Direct Air Capture of CO 2 Using Poly(ethyleneimine)-Functionalized Expanded Poly(tetrafluoroethylene)/Silica Composite Structured Sorbents.

The rapidly increasing atmospheric CO 2 concentration has driven research into the development of cost- and energy-efficient materials and processes for the direct air capture of CO 2 (DAC). Solid-supported amine materials can give high CO 2 uptakes and acceptable sorption kinetics, but they are generally prepared in powder forms that are likely not practically deployable in large-scale operations due to significant pressure drops associated with packed-bed gas-solid contactors. To this end, the development of effective gas-solid contactors for CO 2 capture technologies is important to allow processing high flow rates of gas with low-pressure drops and high mass transfer rates. In this study, we demonstrate new laminate-supported amine CO 2 sorbents based on the impregnation of low-molecular-weight, branched poly(ethyleneimine) (PEI) into an expanded poly(tetrafluoroethylene) (ePTFE) sheet matrix containing embedded silica particles to form free-standing sheets amenable to incorporation into structured gas-solid contactors. The free-standing sheets are functionalized with PEI using a highly scalable wet impregnation method. This method allowed controllable PEI distribution and enough porosity retained inside the sheets to enable practical CO 2 capacities ranging from 0.4 to 1.6 mmol CO 2 /g sorbent under dry conditions.
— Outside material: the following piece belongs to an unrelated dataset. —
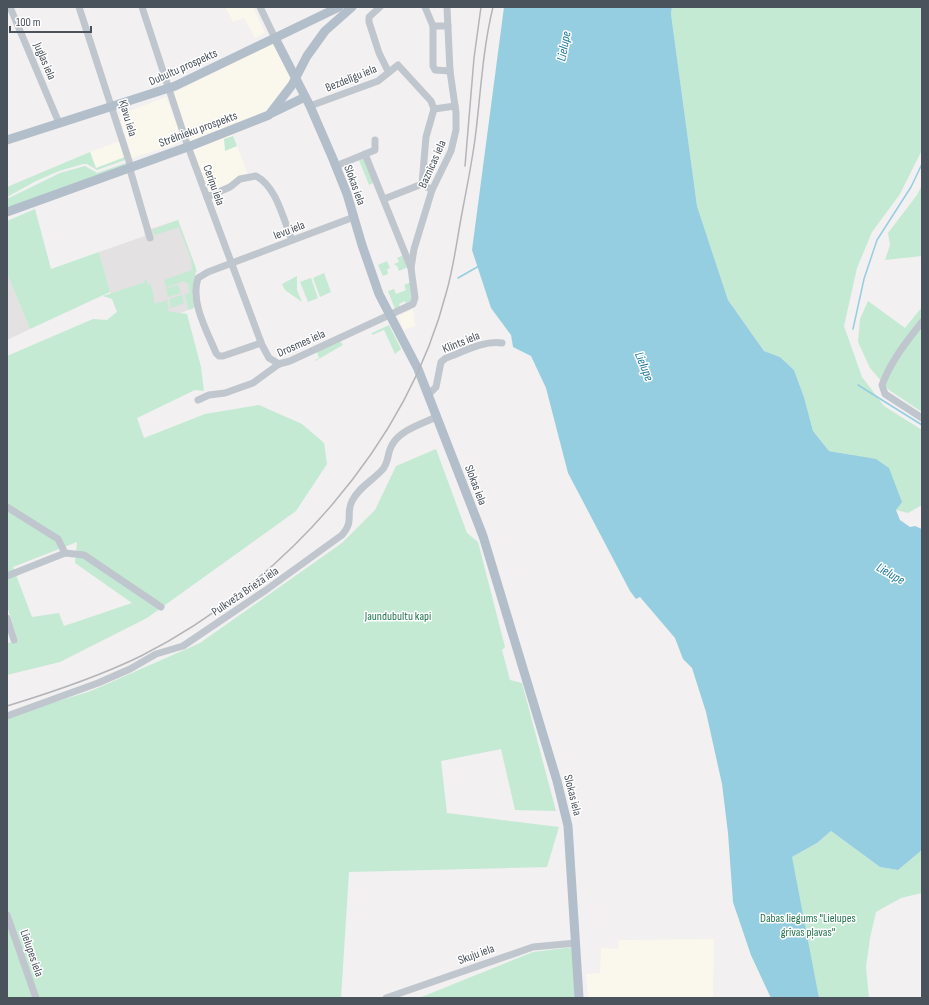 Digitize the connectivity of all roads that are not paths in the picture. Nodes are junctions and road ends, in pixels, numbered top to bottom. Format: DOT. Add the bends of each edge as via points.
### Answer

Reversible CO 2 capacities are achieved under both dry and humid temperature swing cycles, indicating promising material stability. The specific thermal energy requirement for the regeneration based on the measured CO 2 and water capacities is 287 kJ/mol CO 2 , where the molar ratio of water to CO 2 of 3.1 is achieved using hydrophobic materials. This is the lowest molar ratio among published DAC sorbents. A larger laminate module is tested under conditions closer to larger-scale operations (linear velocities 0.03, 0.05, and 0.1 m/sec) and demonstrates a stable capacity of 0.80 CO 2 /g sorbent over five cycles of CO 2 adsorption and steam regeneration. The PEI-impregnated ePTFE/silica composite sorbent/contactors demonstrate promising DAC performance derived from the amine-filled silica particles contained in hydrophobic ePTFE domains to reduce water sorption and its concomitant regeneration energy penalty.